Directions for this task – From the listing below, pull each line that includes "Straße".

──────────

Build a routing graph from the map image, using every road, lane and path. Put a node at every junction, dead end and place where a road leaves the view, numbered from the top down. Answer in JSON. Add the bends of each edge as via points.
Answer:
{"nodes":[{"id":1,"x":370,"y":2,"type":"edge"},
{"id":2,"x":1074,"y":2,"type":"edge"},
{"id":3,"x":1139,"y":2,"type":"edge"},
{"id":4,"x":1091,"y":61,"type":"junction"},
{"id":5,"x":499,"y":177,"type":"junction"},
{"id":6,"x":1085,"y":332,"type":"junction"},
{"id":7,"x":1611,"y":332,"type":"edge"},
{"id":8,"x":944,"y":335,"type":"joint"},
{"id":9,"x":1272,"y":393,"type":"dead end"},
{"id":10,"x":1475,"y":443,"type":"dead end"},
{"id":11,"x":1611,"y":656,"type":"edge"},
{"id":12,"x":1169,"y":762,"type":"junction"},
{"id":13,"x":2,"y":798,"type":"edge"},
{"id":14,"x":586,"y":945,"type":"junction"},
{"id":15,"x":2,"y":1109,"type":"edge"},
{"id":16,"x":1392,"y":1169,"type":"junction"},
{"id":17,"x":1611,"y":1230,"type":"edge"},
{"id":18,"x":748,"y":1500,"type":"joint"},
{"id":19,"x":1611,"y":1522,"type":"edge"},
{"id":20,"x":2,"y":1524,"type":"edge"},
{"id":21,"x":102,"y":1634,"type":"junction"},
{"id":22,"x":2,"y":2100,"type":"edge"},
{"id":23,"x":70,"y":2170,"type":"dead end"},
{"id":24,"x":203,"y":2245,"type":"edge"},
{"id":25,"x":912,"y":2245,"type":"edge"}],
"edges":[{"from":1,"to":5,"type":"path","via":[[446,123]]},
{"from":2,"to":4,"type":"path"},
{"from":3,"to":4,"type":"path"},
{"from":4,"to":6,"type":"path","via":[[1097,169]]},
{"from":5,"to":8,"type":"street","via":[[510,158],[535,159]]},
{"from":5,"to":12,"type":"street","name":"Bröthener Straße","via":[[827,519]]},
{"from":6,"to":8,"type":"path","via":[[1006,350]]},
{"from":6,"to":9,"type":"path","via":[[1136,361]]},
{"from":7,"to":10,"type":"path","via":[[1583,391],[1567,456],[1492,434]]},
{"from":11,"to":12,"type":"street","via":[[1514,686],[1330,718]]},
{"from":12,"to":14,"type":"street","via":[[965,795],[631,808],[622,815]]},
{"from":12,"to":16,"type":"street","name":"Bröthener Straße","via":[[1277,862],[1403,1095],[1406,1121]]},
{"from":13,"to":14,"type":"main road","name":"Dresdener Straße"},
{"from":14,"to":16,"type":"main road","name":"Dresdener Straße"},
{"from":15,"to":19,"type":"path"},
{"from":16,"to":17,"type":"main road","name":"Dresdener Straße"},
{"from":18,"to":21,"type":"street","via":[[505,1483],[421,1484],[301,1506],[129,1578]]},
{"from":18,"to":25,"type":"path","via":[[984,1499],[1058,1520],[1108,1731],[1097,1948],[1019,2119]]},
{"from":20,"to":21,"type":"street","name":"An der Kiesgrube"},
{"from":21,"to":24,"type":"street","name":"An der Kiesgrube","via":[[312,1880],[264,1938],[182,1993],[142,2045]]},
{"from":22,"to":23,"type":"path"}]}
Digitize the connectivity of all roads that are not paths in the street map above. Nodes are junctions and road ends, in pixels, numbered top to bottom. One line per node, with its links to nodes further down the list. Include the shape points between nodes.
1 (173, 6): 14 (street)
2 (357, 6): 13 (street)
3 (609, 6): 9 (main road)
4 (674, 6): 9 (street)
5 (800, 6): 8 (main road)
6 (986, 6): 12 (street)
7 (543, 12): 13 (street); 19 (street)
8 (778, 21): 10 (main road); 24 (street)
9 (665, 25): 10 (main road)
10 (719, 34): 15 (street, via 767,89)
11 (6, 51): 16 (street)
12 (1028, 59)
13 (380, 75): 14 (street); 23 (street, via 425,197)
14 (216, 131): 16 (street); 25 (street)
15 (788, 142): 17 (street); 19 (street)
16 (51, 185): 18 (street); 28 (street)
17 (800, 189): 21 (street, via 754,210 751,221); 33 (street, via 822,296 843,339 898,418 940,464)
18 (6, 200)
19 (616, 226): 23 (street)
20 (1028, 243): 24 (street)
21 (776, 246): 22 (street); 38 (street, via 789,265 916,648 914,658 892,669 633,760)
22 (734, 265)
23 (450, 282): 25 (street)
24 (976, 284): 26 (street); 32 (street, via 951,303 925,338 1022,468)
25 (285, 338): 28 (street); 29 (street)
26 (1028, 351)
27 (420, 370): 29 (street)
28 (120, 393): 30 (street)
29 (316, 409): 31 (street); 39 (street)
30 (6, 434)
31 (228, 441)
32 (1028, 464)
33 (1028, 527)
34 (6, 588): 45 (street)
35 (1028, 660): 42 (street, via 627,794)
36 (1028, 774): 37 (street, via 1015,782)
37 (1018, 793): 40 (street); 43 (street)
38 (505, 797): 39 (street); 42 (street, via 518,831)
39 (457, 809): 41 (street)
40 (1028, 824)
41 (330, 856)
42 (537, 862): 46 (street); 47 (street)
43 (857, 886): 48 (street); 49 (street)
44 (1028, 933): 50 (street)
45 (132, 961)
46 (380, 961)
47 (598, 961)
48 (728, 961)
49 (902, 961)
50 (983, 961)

──────────

Your solution –
{"from":5,"to":12,"type":"street","name":"Bröthener Straße","via":[[827,519]]},
{"from":12,"to":16,"type":"street","name":"Bröthener Straße","via":[[1277,862],[1403,1095],[1406,1121]]},
{"from":13,"to":14,"type":"main road","name":"Dresdener Straße"},
{"from":14,"to":16,"type":"main road","name":"Dresdener Straße"},
{"from":16,"to":17,"type":"main road","name":"Dresdener Straße"},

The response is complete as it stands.